Journal of Bone and Joint Surgery-british Volume | 2015
Mun Keong Kwan; Chee Kidd Chiu; Chee Kean Lee; Chris Yin Wei Chan
Percutaneous placement of pedicle screws is a well-established technique, however, no studies have compared percutaneous and open placement of screws in the thoracic spine. The aim of this cadaveric study was to compare the accuracy and safety of these techniques at the thoracic spinal level. A total of 288 screws were inserted in 16 (eight cadavers, 144 screws in percutaneous and eight cadavers, 144 screws in open). Pedicle perforations and fractures were documented subsequent to wide laminectomy followed by skeletalisation of the vertebrae. The perforations were classified as grade 0: no perforation, grade 1: < 2 mm perforation, grade 2: 2 mm to 4 mm perforation and grade 3: > 4 mm perforation.

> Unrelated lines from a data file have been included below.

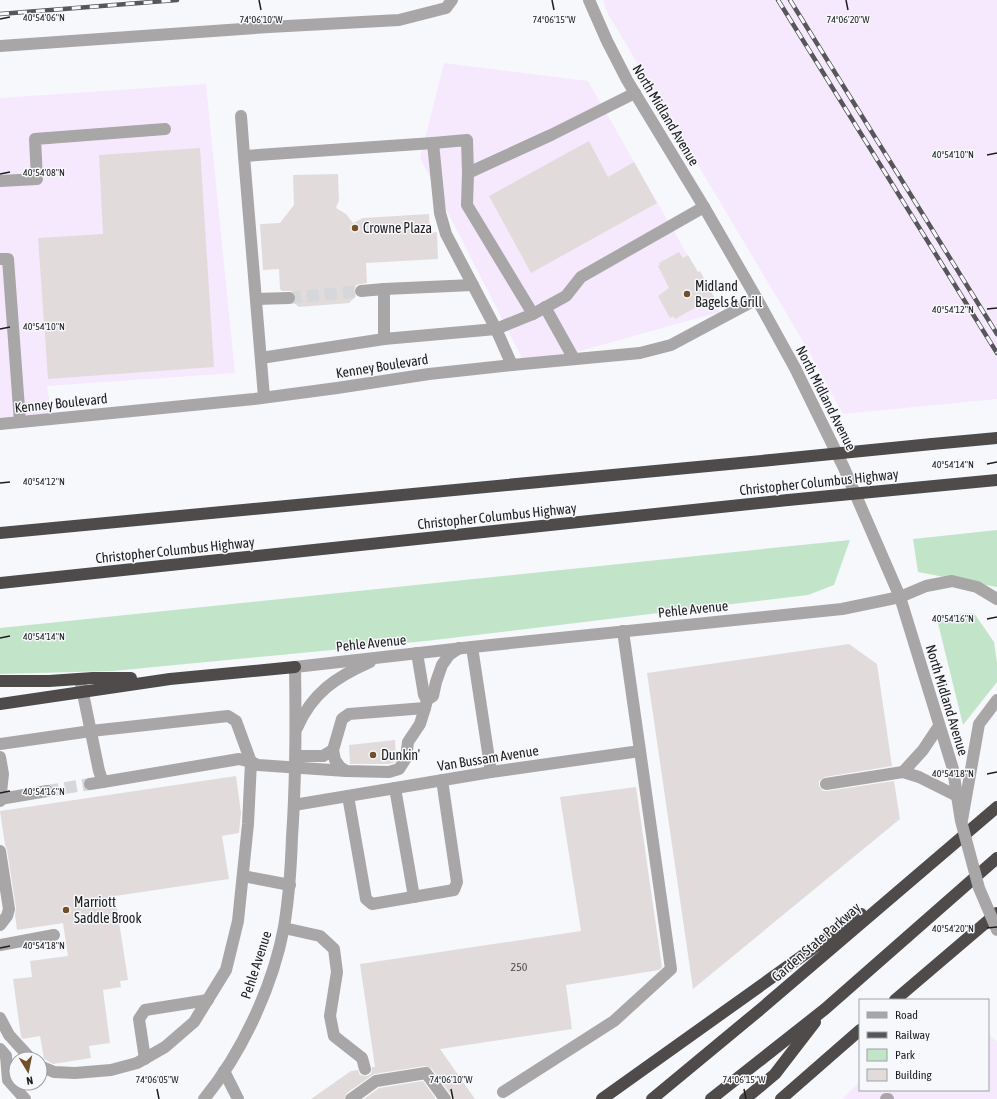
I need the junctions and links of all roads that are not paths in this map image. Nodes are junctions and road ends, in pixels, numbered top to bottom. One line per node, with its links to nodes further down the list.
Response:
1 (452, 0): 3 (street)
2 (589, 0): 4 (street, North Midland Avenue)
3 (0, 46)
4 (635, 93): 9 (street); 11 (street, North Midland Avenue)
5 (241, 116): 8 (street)
6 (165, 129): 10 (street)
7 (433, 143): 8 (street); 9 (street); 13 (street)
8 (244, 156): 17 (street)
9 (468, 172): 20 (street)
10 (0, 181)
11 (704, 207): 18 (street, North Midland Avenue); 19 (street)
12 (0, 259): 27 (street)
13 (473, 285): 14 (street); 21 (street)
14 (384, 289): 15 (street); 22 (street)
15 (361, 291)
16 (289, 298): 17 (street)
17 (256, 299): 23 (street)
18 (757, 299): 24 (street, Kenney Boulevard); 33 (street, North Midland Avenue)
19 (545, 307): 20 (street); 24 (street)
20 (533, 314): 21 (street)
21 (496, 329): 22 (street); 25 (street)
22 (384, 339): 23 (street)
23 (261, 358): 26 (street)
24 (574, 359): 25 (street, Kenney Boulevard)
25 (512, 364): 26 (street, Kenney Boulevard)
26 (264, 397): 27 (street, Kenney Boulevard)
27 (20, 422): 28 (street, Kenney Boulevard)
28 (0, 424)
29 (997, 438): 31 (highway, Christopher Columbus Highway, bridge)
30 (997, 480): 32 (highway, Christopher Columbus Highway, bridge)
31 (0, 533)
32 (0, 583)
33 (900, 597): 34 (street, Pehle Avenue); 35 (street, Pehle Avenue); 50 (street, North Midland Avenue)
34 (997, 599)
35 (622, 632): 36 (street, Pehle Avenue); 55 (street)
36 (472, 647): 37 (street, Pehle Avenue); 60 (street)
37 (459, 648): 38 (street, Pehle Avenue); 49 (street)
38 (417, 653): 39 (street, Pehle Avenue); 49 (street)
39 (379, 657): 40 (street, Pehle Avenue); 52 (street)
40 (295, 667): 42 (highway); 52 (street, Pehle Avenue)
41 (80, 679): 42 (highway); 44 (highway); 46 (street)
42 (170, 679): 46 (highway)
43 (0, 681): 44 (highway)
44 (49, 681): 45 (highway)
45 (0, 689)
46 (83, 692): 48 (highway); 51 (street)
47 (997, 700): 73 (street)
48 (0, 704)
49 (426, 704): 54 (street); 59 (street)
50 (939, 726): 61 (street); 69 (street, North Midland Avenue)
51 (91, 731): 53 (street); 57 (street); 63 (street)
52 (296, 731): 58 (street, Pehle Avenue)
53 (0, 744)
54 (333, 750): 58 (street); 59 (street)
55 (640, 751): 60 (street, Van Bussam Avenue); 98 (street)
56 (0, 757): 70 (street)
57 (251, 762): 58 (street); 63 (street); 77 (street)
58 (296, 762): 59 (street); 71 (street, Pehle Avenue)
59 (346, 771)
60 (491, 772): 62 (street, Van Bussam Avenue)
61 (903, 772): 65 (street); 69 (street)
62 (442, 780): 66 (street, Van Bussam Avenue); 79 (street)
63 (103, 782): 64 (street)
64 (90, 784)
65 (826, 784)
66 (395, 788): 68 (street, Van Bussam Avenue); 79 (street)
67 (47, 791): 70 (street)
68 (348, 796): 71 (street, Van Bussam Avenue); 79 (street)
69 (957, 796): 73 (street, North Midland Avenue, bridge)
70 (0, 800)
71 (294, 805): 78 (street, Pehle Avenue)
72 (997, 807): 76 (highway, Garden State Parkway)
73 (961, 821): 83 (street, North Midland Avenue, bridge)
74 (0, 851): 81 (street)
75 (997, 858): 88 (highway)
76 (919, 873): 104 (highway); 105 (highway, Garden State Parkway)
77 (243, 876): 78 (street); 87 (street)
78 (290, 885): 82 (street, Pehle Avenue)
79 (414, 897)
80 (997, 913): 86 (highway)
81 (0, 925)
82 (284, 928): 94 (street); 96 (street, Pehle Avenue)
83 (997, 930)
84 (54, 935): 85 (street)
85 (0, 945)
86 (896, 999)
87 (208, 1000): 93 (street); 93 (street)
88 (825, 1009): 106 (highway); 107 (highway)
89 (0, 1018): 92 (street)
90 (859, 1031): 108 (highway)
91 (0, 1049): 97 (street)
92 (24, 1051)
93 (145, 1059): 95 (street)
94 (365, 1068)
95 (48, 1069)
96 (224, 1072): 100 (street, Pehle Avenue); 101 (street)
97 (4, 1083): 99 (street)
98 (503, 1092)
99 (25, 1099)
100 (204, 1099)
101 (238, 1099)
102 (351, 1099): 103 (street)
103 (445, 1099)
104 (602, 1099)
105 (652, 1099)
106 (711, 1099)
107 (744, 1099)
108 (781, 1099)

In the percutaneous group, the perforation rate was 11.1% with 15 (10.4%) grade 1 and one (0.7%) grade 2 perforations. In the open group, the perforation rate was 8.3% (12 screws) and all were grade 1. This difference was not significant (p = 0.45). There were 19 (13.2%) pedicle fractures in the percutaneous group and 21 (14.6%) in the open group (p = 0.73). In summary, the safety of percutaneous fluoroscopy-guided pedicle screw placement in the thoracic spine between T4 and T12 is similar to that of the conventional open technique.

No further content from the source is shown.